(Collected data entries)

****************

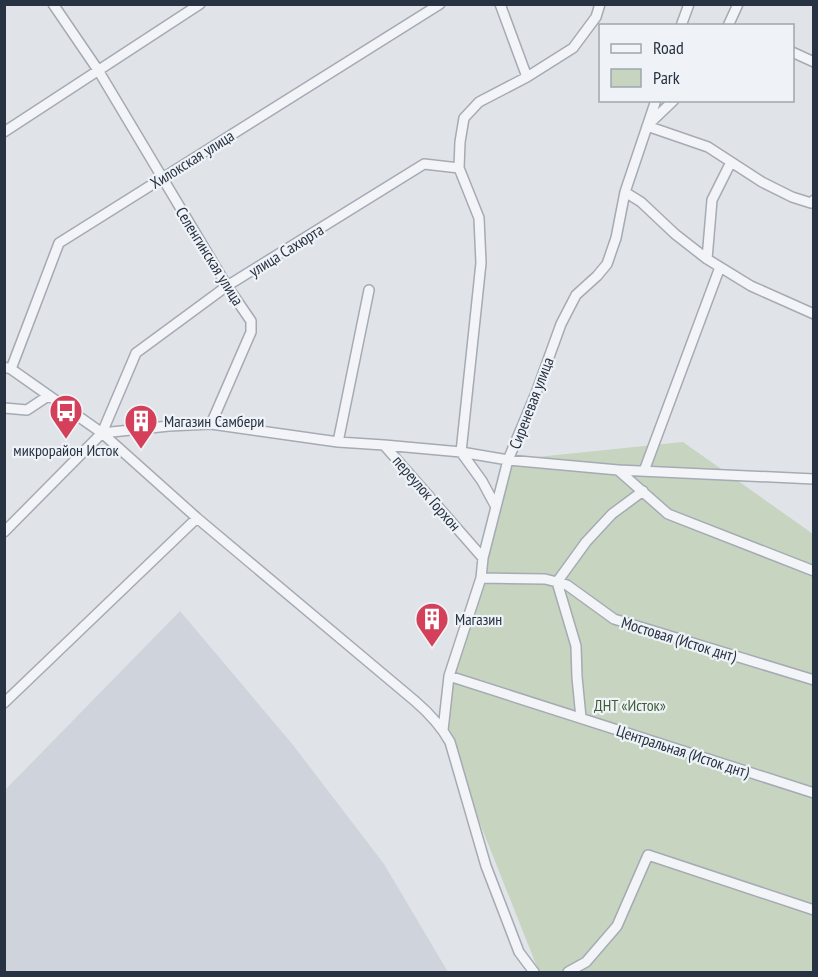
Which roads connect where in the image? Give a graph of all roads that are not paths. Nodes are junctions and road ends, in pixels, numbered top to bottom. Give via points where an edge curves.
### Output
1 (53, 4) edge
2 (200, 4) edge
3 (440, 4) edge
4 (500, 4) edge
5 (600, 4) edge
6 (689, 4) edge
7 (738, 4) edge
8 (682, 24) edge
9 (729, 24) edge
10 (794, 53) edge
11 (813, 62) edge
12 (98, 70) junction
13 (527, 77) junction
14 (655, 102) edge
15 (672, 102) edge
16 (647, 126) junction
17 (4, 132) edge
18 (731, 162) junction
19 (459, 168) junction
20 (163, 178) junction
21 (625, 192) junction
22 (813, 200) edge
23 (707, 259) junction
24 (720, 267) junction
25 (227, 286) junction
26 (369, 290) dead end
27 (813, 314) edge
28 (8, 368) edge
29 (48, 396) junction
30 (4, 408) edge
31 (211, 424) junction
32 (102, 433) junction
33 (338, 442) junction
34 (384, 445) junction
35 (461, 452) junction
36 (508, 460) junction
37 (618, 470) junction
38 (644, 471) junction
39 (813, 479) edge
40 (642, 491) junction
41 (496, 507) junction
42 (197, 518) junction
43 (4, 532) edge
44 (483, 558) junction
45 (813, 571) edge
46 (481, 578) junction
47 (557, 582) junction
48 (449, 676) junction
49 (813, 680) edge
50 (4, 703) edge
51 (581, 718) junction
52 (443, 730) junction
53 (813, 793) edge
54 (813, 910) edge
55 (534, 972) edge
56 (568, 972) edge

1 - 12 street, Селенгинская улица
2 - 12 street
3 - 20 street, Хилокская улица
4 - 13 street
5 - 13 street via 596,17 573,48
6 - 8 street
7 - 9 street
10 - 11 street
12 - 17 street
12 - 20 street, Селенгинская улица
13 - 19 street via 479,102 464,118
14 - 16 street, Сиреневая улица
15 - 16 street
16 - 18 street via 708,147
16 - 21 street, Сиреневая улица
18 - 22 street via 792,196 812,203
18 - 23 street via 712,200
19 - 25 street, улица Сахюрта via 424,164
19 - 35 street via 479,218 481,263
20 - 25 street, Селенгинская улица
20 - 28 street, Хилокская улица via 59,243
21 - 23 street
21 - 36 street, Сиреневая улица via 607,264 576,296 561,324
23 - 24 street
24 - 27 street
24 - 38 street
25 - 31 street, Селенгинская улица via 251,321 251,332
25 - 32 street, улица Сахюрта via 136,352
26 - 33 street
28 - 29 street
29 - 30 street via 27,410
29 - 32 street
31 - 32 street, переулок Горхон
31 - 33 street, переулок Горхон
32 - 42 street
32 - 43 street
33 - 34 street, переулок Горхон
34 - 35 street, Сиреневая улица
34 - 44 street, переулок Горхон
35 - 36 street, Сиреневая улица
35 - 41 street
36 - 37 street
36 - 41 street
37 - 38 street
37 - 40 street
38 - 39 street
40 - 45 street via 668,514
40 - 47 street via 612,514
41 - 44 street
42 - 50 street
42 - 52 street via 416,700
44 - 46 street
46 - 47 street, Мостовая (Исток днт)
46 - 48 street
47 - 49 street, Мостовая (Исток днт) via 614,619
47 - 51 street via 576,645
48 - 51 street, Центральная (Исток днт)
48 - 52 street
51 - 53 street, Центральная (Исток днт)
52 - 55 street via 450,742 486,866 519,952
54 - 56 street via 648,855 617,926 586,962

****************

▸ WHAT YOU WILL DO
Among the entries above, which lines include "Сахюрта"? List them all.

▸ EXPECTED ANSWER
19 - 25 street, улица Сахюрта via 424,164
25 - 32 street, улица Сахюрта via 136,352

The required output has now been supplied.